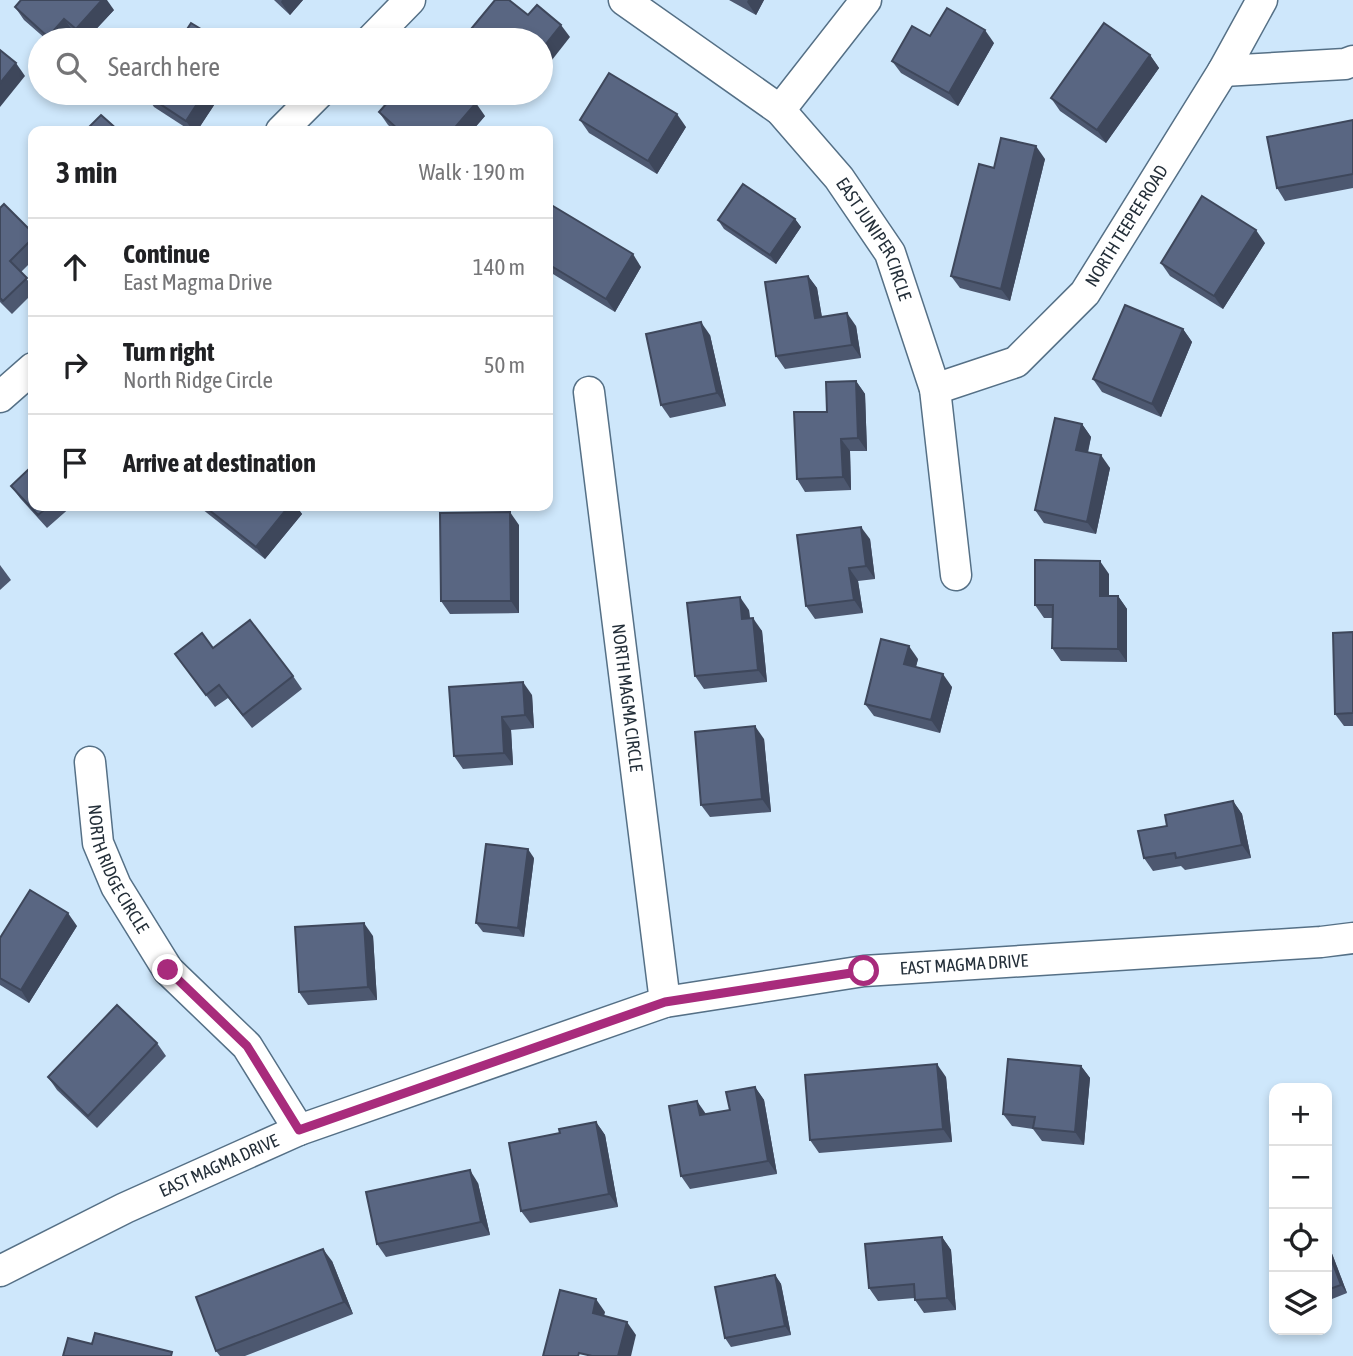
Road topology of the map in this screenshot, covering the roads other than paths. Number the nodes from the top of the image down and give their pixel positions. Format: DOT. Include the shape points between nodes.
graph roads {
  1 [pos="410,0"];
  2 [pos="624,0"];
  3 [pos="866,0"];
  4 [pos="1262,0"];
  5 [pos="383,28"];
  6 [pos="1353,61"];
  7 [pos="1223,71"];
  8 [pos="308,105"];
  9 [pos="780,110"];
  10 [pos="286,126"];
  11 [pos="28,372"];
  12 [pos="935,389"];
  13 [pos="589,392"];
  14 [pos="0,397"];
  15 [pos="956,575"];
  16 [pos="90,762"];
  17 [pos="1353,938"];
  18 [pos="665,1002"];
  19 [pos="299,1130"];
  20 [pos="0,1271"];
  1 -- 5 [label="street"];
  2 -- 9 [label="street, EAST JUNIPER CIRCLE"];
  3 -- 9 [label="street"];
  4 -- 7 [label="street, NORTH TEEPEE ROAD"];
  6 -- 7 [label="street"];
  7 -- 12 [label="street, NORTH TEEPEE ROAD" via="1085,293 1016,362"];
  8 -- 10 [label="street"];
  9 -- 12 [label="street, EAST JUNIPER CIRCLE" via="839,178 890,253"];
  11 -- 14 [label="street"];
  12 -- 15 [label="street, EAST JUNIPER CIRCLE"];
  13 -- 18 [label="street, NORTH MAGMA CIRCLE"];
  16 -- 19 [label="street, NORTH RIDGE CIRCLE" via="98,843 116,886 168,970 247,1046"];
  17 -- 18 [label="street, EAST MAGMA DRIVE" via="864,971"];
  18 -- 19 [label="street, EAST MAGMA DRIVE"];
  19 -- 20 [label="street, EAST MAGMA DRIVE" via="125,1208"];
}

• [EXERCISE INSTRUCTIONS]:
If pictures appear among the records, do not carry them over; retype the rest exactly.

• [ANSWER]:
Road topology of the map in this screenshot, covering the roads other than paths. Number the nodes from the top of the image down and give their pixel positions. Format: DOT. Include the shape points between nodes.
graph roads {
  1 [pos="410,0"];
  2 [pos="624,0"];
  3 [pos="866,0"];
  4 [pos="1262,0"];
  5 [pos="383,28"];
  6 [pos="1353,61"];
  7 [pos="1223,71"];
  8 [pos="308,105"];
  9 [pos="780,110"];
  10 [pos="286,126"];
  11 [pos="28,372"];
  12 [pos="935,389"];
  13 [pos="589,392"];
  14 [pos="0,397"];
  15 [pos="956,575"];
  16 [pos="90,762"];
  17 [pos="1353,938"];
  18 [pos="665,1002"];
  19 [pos="299,1130"];
  20 [pos="0,1271"];
  1 -- 5 [label="street"];
  2 -- 9 [label="street, EAST JUNIPER CIRCLE"];
  3 -- 9 [label="street"];
  4 -- 7 [label="street, NORTH TEEPEE ROAD"];
  6 -- 7 [label="street"];
  7 -- 12 [label="street, NORTH TEEPEE ROAD" via="1085,293 1016,362"];
  8 -- 10 [label="street"];
  9 -- 12 [label="street, EAST JUNIPER CIRCLE" via="839,178 890,253"];
  11 -- 14 [label="street"];
  12 -- 15 [label="street, EAST JUNIPER CIRCLE"];
  13 -- 18 [label="street, NORTH MAGMA CIRCLE"];
  16 -- 19 [label="street, NORTH RIDGE CIRCLE" via="98,843 116,886 168,970 247,1046"];
  17 -- 18 [label="street, EAST MAGMA DRIVE" via="864,971"];
  18 -- 19 [label="street, EAST MAGMA DRIVE"];
  19 -- 20 [label="street, EAST MAGMA DRIVE" via="125,1208"];
}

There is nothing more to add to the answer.